Due to the end of the Napoleonic Wars (1819), Great Britain’s naval strength was reduced. After fitting out, which cost a further £2400, Trincomalee was placed ‘in ordinary’ – that is she was roofed over, had her masts removed, and was placed in Portsmouth harbour under general maintenance until such time as she may be recalled into active service. After ten years her hull was recoppered below the waterline (this was done to prevent wood-eating marine creatures from damaging the ship).
Under the command of Captain Richard Laird Warren and with a complement of 240 officers and men, HMS Trincomalee departs Portsmouth on the 21st September 1847 to the North America and the West Indies stations. She patrolled locations where the Royal Navy’s new steam vessels could not operate for lack of range and coaling stations.
On November 6th 1847 Trincomalee arrives in Bermuda and takes station in the Caribbean. Her duties include hurricane relief to colonists, searching vessels for illegal slave-trade activities, courtesy visits to British colonies, and the carriage of messages, cargo and even money to British garrisons and ships in the area. She was also involved in the subduing of riots in Haiti and the prevention of an invasion of Cuba.
Three years later Trincomalee is ordered North to patrol the St. Lawrence Estuary, Newfoundland and Labrador, where the currents sometimes carried the threat of icebergs drifting down from the Arctic. With little activity in this area, Trincomalee is recalled to Britain in June 1850, carrying with her the squadron’s ill and injured personnel. Docking at Devonport, she is once again placed ‘in ordinary’.
After repairs and a refit Trincomalee was redeployed to the RN’s Pacific Squadron based on Vancouver in August 1852. Under the command of Captain Wallace Houstoun, she patrolled the west coast of North America and the Pacific Ocean. A disciplinarian well over six feet tall, Houstoun was much respected by his crew, and dressed his men in stylish red shirts and caps. At this time no formal uniforms were available for ratings, so more affluent captains often clothed their crew from their own pocket.

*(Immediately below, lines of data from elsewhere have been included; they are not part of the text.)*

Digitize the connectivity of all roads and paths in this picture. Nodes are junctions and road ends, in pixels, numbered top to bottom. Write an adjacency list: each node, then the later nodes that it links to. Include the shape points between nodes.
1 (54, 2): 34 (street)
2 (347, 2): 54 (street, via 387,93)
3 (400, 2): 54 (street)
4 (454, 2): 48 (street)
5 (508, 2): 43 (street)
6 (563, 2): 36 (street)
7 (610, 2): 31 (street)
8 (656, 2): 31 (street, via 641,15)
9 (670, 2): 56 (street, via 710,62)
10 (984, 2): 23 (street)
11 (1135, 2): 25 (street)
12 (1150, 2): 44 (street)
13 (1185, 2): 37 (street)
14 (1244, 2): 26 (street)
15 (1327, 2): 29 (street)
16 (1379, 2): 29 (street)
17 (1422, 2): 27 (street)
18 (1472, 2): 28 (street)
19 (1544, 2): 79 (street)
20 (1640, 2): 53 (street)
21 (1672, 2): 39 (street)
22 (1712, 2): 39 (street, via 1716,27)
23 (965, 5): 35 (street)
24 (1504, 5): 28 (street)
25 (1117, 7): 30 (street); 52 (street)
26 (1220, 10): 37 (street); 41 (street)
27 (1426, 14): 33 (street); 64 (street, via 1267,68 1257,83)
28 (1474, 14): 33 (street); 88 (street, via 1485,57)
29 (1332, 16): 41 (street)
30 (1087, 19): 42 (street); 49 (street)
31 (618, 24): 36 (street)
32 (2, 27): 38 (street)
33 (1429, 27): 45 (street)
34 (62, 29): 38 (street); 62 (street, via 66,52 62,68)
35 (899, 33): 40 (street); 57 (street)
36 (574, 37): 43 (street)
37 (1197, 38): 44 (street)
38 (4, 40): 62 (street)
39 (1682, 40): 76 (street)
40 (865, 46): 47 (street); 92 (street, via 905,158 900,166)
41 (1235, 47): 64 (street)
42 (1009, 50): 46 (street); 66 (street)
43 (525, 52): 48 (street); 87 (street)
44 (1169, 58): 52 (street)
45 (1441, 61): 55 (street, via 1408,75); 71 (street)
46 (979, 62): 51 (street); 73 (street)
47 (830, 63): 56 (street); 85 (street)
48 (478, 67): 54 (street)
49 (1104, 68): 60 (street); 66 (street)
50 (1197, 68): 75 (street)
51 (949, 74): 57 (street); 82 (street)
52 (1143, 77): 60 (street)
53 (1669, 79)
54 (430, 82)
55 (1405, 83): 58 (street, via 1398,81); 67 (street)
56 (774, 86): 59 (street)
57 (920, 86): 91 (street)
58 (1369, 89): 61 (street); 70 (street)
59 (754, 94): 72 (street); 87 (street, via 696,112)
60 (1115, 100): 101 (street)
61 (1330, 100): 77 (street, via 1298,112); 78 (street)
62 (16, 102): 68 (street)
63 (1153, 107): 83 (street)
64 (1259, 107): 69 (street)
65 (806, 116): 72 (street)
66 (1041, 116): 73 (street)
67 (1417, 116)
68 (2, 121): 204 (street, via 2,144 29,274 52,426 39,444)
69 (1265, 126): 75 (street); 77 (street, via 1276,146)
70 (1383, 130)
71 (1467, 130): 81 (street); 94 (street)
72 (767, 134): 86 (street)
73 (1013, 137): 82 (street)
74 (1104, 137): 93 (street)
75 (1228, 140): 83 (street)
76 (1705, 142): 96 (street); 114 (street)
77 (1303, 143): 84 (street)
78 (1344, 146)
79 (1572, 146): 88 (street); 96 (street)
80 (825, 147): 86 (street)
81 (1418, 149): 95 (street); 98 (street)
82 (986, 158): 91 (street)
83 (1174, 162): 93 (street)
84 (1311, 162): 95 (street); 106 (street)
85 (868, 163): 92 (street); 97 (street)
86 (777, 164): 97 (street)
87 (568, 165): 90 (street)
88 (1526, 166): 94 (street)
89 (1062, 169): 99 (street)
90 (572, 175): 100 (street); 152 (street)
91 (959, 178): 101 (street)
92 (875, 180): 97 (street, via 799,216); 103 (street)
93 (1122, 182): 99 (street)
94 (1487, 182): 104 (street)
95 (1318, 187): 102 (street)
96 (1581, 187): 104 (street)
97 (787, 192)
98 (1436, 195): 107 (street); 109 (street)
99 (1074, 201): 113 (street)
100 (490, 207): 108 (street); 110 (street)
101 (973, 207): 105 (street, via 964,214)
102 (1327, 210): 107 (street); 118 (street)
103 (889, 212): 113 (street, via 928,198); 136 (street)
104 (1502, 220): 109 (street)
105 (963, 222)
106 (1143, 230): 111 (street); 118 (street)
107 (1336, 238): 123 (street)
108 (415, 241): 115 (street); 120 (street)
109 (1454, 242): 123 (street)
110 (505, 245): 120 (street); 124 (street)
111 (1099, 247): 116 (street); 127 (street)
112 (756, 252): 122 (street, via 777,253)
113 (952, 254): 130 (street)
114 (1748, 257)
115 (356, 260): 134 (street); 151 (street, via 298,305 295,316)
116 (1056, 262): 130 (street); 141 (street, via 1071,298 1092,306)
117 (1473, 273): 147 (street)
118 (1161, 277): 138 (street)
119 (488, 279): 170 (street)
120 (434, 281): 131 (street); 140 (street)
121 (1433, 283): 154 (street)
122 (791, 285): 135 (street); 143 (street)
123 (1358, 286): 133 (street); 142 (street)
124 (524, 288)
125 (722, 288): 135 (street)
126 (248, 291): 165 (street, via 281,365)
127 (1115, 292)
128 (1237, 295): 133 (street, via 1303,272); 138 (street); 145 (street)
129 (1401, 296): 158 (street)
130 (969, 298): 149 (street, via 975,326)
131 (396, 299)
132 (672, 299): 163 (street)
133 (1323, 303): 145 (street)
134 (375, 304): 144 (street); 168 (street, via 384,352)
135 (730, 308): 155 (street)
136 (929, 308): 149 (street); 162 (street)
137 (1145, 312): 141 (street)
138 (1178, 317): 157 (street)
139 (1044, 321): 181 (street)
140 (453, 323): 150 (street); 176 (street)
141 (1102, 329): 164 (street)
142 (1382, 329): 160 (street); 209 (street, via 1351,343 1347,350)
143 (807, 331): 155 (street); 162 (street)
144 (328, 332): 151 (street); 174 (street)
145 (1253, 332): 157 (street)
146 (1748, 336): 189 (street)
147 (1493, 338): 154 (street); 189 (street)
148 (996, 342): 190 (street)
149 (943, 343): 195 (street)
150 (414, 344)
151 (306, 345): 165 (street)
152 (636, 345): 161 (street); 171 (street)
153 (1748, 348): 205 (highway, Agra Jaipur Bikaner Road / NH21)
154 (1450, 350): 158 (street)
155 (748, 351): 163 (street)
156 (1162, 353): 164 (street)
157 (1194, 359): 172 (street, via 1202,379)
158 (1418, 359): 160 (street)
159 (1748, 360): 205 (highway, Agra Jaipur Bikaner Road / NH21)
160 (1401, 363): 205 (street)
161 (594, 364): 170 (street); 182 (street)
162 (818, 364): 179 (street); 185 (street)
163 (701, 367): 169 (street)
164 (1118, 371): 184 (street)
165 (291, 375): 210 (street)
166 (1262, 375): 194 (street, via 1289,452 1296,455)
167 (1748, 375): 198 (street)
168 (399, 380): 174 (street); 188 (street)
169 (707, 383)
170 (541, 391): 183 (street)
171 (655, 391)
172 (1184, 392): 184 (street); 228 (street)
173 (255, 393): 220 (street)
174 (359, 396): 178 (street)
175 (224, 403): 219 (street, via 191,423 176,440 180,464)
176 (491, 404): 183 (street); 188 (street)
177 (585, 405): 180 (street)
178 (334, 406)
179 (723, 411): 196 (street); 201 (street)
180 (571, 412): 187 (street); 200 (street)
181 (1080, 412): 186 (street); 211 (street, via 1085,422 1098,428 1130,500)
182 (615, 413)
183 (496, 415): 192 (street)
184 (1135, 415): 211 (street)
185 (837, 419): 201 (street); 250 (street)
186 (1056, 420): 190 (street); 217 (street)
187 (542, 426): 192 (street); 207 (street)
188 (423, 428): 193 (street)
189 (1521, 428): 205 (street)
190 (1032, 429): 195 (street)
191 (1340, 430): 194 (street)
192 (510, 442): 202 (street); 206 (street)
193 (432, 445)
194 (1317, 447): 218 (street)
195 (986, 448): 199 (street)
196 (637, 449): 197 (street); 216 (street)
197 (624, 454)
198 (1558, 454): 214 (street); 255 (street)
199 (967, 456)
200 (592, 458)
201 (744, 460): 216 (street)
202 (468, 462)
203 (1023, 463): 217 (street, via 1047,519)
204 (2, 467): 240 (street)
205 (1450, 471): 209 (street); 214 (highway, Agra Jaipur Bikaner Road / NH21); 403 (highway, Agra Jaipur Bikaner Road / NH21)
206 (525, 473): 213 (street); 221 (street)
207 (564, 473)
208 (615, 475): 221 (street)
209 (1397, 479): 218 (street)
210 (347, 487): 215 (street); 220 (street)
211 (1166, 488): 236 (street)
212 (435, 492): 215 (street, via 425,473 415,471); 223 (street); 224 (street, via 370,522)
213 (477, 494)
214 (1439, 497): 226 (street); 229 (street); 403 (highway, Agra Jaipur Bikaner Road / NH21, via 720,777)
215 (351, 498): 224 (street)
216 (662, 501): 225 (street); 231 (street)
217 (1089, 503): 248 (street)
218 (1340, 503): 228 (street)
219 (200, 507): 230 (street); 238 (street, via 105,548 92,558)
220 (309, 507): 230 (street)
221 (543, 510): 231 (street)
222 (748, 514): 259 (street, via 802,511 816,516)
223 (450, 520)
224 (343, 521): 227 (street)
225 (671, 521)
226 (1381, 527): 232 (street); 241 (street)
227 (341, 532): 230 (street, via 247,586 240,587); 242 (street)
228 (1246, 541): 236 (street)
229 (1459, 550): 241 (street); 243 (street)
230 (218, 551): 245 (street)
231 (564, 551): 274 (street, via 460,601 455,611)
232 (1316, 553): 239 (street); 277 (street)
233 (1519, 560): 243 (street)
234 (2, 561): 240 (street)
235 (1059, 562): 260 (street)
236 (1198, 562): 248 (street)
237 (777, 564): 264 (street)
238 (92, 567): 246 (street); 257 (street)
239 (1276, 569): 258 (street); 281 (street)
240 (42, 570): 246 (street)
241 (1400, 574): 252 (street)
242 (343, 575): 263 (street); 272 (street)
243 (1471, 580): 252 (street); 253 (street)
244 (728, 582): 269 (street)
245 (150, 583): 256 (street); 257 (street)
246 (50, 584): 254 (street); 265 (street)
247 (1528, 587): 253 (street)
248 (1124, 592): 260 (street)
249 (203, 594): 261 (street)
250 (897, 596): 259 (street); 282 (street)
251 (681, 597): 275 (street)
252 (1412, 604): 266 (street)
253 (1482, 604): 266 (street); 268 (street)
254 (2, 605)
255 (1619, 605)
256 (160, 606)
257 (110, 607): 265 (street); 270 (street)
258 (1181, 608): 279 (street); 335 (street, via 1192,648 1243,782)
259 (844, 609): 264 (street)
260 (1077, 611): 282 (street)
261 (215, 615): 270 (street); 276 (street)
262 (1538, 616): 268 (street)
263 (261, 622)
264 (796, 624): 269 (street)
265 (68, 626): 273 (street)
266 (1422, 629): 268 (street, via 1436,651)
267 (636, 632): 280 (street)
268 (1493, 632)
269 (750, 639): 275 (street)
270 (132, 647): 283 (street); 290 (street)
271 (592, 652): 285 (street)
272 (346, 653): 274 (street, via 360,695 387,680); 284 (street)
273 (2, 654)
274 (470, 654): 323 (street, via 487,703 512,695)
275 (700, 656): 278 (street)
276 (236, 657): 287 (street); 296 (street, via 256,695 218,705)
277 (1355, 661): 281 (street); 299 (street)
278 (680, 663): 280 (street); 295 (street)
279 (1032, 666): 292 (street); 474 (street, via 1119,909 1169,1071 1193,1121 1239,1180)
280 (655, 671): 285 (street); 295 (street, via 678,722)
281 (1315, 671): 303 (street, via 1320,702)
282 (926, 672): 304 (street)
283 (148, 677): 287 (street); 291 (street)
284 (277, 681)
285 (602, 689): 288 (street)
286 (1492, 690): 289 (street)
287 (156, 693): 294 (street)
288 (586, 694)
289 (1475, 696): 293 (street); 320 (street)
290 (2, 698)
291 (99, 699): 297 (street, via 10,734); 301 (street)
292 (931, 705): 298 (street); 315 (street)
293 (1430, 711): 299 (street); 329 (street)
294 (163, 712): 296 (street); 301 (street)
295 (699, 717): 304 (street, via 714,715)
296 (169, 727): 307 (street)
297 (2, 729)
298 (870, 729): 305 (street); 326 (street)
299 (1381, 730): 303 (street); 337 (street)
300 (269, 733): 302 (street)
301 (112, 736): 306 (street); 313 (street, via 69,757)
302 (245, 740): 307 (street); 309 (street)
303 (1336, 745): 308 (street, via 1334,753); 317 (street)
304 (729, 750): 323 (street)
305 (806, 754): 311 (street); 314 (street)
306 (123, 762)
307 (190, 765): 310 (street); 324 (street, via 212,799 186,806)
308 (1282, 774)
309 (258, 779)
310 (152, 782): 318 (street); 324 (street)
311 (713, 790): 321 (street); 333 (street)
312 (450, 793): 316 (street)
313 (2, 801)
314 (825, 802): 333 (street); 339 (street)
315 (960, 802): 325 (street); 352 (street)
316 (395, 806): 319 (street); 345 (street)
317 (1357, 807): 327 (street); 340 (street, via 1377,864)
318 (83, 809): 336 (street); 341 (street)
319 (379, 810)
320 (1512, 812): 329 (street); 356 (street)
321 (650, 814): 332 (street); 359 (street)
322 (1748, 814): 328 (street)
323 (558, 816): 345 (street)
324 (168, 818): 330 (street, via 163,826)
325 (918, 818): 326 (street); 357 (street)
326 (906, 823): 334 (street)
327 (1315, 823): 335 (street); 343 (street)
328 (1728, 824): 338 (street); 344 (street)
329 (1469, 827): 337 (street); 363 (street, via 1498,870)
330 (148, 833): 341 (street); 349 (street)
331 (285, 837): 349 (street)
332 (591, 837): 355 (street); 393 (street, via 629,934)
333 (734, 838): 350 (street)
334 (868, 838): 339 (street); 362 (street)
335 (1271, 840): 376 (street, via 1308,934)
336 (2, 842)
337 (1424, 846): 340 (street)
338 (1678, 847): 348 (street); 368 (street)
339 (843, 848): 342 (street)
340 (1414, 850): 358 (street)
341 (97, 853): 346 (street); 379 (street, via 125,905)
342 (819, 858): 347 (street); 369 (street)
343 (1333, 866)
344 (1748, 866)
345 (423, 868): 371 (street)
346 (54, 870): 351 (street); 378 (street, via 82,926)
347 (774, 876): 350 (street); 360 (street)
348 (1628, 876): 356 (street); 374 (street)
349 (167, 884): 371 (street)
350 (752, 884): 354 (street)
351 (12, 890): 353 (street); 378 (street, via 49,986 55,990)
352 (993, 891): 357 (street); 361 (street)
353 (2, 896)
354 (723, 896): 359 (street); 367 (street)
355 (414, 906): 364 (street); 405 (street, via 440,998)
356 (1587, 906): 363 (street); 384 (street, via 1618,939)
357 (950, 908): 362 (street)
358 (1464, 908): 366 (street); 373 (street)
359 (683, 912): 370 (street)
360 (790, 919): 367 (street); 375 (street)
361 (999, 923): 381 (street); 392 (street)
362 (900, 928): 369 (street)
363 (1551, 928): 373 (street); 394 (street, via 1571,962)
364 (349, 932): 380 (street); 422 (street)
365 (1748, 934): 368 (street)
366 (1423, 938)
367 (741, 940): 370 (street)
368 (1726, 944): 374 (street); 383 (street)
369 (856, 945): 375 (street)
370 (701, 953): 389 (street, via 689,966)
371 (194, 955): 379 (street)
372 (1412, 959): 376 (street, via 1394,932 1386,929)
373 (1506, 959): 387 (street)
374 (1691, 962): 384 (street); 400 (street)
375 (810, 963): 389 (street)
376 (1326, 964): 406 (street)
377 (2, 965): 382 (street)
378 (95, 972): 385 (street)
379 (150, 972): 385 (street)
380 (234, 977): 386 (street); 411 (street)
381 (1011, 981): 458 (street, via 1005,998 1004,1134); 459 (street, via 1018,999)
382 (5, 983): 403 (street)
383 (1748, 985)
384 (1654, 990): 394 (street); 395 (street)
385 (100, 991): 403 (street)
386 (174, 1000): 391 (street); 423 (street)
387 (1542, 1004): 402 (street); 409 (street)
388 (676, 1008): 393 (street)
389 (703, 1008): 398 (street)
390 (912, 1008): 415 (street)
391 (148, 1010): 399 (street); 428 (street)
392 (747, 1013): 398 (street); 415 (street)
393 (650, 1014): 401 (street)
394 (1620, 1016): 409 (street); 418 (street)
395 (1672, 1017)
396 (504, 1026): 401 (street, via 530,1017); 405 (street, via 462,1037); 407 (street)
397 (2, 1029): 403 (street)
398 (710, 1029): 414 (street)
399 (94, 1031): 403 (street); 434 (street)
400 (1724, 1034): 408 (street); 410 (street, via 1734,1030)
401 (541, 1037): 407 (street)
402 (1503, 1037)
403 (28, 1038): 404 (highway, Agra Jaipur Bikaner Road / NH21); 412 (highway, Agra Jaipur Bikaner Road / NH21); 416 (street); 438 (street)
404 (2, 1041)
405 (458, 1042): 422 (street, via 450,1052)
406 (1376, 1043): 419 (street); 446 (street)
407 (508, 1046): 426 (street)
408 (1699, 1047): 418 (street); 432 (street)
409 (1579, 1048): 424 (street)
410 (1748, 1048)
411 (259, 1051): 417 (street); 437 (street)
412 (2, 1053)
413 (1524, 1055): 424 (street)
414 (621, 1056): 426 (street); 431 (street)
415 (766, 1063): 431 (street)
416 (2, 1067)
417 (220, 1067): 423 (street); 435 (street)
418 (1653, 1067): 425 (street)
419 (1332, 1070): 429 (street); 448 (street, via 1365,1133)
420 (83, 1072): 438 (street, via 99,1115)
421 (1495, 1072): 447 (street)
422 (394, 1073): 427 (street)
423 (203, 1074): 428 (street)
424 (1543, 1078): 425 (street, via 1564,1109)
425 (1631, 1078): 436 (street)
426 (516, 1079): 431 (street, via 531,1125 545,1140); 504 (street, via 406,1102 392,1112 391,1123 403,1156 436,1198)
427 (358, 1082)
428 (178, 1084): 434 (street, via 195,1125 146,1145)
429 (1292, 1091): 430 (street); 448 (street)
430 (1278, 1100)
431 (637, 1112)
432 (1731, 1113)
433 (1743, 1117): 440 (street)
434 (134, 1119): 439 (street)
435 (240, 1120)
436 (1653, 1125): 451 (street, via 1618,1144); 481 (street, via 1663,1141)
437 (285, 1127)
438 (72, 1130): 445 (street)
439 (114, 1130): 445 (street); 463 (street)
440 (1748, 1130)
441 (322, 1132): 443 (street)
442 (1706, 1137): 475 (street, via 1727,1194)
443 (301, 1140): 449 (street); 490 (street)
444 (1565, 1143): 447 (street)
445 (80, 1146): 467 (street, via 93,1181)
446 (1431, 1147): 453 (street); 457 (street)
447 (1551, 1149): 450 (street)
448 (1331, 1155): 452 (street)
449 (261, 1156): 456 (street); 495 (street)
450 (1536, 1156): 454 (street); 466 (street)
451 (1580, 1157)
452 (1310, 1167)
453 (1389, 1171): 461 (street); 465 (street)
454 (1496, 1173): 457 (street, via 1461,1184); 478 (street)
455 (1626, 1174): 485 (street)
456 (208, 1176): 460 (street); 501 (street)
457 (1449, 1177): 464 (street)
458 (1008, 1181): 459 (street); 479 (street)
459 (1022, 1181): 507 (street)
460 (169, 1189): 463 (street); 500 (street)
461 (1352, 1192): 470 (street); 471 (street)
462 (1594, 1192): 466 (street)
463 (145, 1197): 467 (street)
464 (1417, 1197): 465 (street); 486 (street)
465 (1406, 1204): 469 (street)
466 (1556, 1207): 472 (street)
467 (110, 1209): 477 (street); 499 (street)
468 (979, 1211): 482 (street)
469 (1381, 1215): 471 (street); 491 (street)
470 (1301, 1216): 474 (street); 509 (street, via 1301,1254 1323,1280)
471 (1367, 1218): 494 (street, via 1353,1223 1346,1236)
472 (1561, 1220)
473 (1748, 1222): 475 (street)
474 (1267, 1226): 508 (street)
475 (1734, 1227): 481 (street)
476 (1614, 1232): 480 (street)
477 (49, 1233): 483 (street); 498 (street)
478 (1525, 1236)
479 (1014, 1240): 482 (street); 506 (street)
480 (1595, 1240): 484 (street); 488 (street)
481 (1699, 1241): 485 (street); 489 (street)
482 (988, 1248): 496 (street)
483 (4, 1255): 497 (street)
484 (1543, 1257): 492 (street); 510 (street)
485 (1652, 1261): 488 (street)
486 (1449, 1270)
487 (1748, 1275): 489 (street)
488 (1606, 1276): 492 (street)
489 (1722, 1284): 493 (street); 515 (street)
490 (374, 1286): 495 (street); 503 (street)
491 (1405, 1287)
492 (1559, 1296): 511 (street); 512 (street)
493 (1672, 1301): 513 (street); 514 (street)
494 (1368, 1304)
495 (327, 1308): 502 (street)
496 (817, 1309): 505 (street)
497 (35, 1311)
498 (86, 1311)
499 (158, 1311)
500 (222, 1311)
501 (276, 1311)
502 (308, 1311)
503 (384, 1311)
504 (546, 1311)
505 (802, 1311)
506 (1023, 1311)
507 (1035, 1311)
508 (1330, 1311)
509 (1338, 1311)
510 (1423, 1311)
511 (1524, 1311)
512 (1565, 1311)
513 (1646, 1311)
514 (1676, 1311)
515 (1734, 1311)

To celebrate the crowning of Tsar Nicholas I, Trincomalee visited Alaska, at that time a part of Russia. Not long afterwards relations between the giant Imperial state and Britain broke down, and war was declared on 28th March 1854. While the most memorable actions were fought in the Crimea (such as Balaklava and the Charge of the Light Brigade), Trincomalee joined an Anglo-French Squadron of 11 ships assigned to destroy Russian frigates in the North Pacific. As well as ships from the navy of France, which had declared war on Russia too, amongst the squadron was Trincomalee’s sister ship HMS Amphitrite. Other operations included protecting trade routes off the Californian coast, supporting land operations at Kamchatka, prisoner exchanges, and involvement in the rescue of the Siberian Governor’s wife. Despite extensive searching, the combined Squadron never found Russian ships to bring to action.
After the end of the war and sometime during 1856 Trincomalee was moved to Esquimalt (Vancouver Island) and returned to standard duties, making courtesy visits to Pacific colonies, and undertaking hydrographic surveys. In fact, to this day the approaches to Vancouver feature a Trincomali Channel and Houstoun Passage. She was also anchored off the Sandwich Islands for a time, to deter American interest in Pitcairn, Tahiti and Hawaii. She was also used in response to attacks from a rogue band of native Americans Indians led by one Tathlasut. Towed through the tricky narrows by a steamboat, Trincomalee took station alongside Tathlasut’s coastal village. Intimidated by her broadside guns and the 450 men on board, extra troops being embarked for the occasion, the tribe quickly handed over Tathlasut for trial and, inevitably, execution.
On the 5th September 1857 Trincomalee docks at Chatham. One week later she is attached to a rigging hulk and demasted – it would be nearly 150 years before they would be properly replaced!